Expeditions in Ancient Egypt

Hatshepsut's expedition
to the Land of Punt
Heidi Köpp-Junk of Universität Trier wrote: “Two important categories of travelers were members of expeditions and members of the army, both consisting of a variety of occupational categories. Expeditions to Sinai could include “twenty-five different types of government officials, eleven types of specialized local mining officials, eight types of artisans and nine types of laborers”. The same range is evidenced at the Wadi el-Hudi and the Wadi Hammamat in the Middle Kingdom. The officials referred to in the expedition texts are not only high- ranking but from lower ranks as well . Hunters, fowlers, brewers, sandal makers, bakers, scribes, millers, servants, physicians, priests, and mayors are mentioned in the texts. In the New Kingdom, professions connected with horses and chariots, such as charioteers, were attested. [Source: Heidi Köpp-Junk, Universität Trier, Germany, UCLA Encyclopedia of Egyptology, 2013 ]
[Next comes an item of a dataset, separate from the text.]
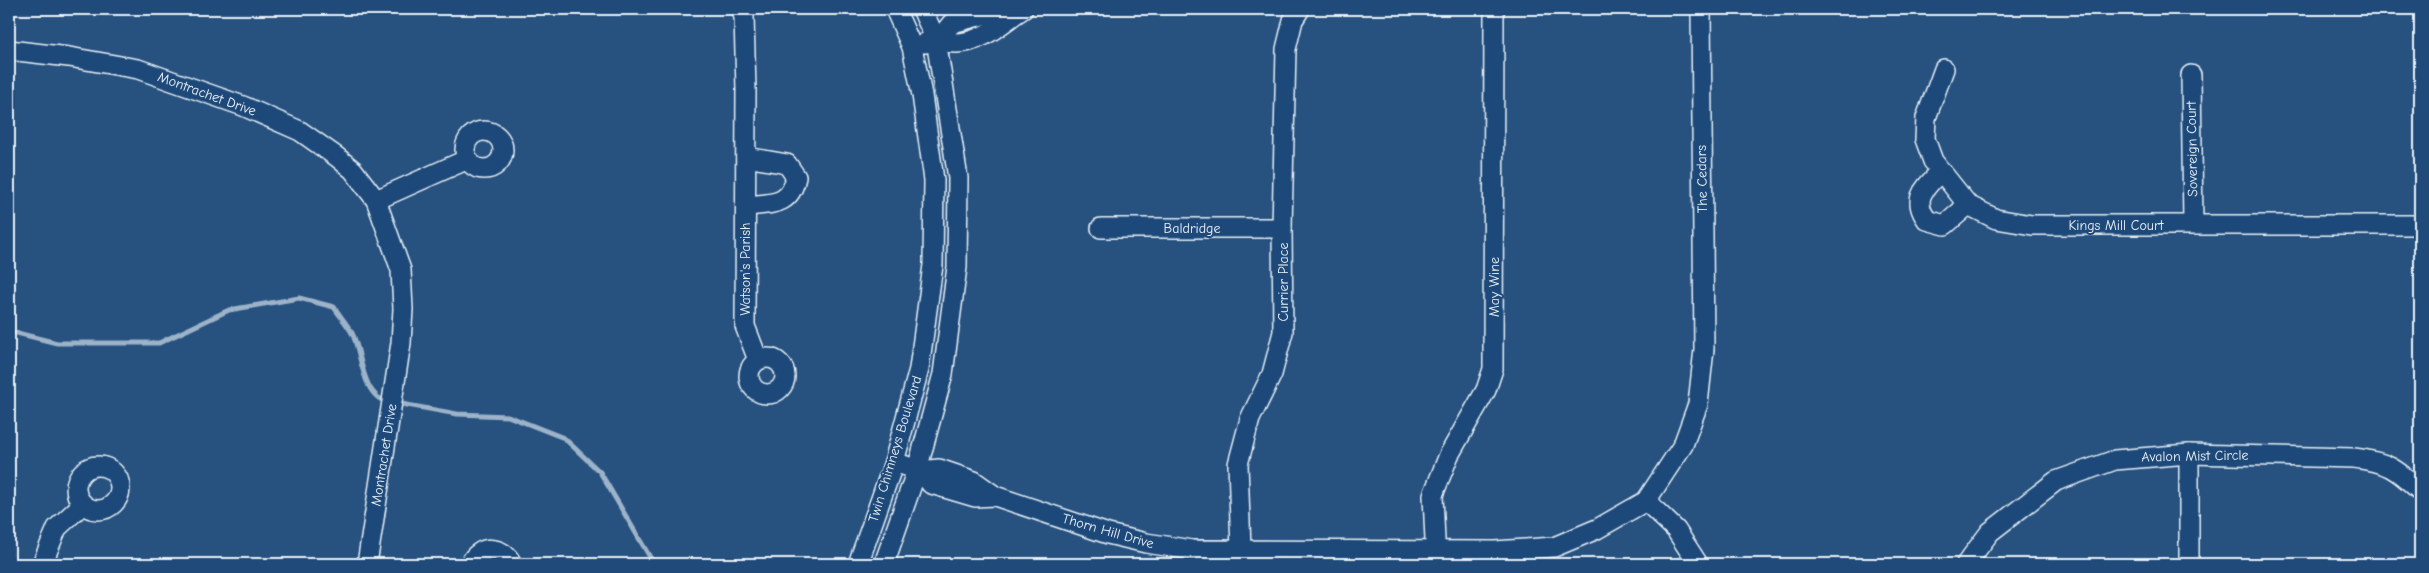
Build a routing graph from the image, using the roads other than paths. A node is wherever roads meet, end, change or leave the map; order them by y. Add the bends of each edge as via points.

“Expeditions differed in size and in the profession of their members, depending on the type of material they were sent out to retrieve, or on the goods they were going to trade. For example, quarrying expeditions for precious stones and gems required a greater number of specialists, whereas expeditions for large, heavy blocks required a majority of lessor- skilled workers for the quarrying, and especially the transport, of the stones. In the Old Kingdom, the number of expedition members lies between 80 und 20,000. Senusret I sent to the Wadi Hammamat an expedition that included “18,660 skilled and unskilled workers”. A mission under the reign of Ramesses III counted 3,000 members, including 2,000 common workers and 500 masons. An expedition under Ramesses IV consisted of 408 members in total, among them 50 stone-carriers and 200 transport-carriers. Already from these few pieces of evidence it becomes clear that expedition members came from various professions with a sizable number of common workers among them.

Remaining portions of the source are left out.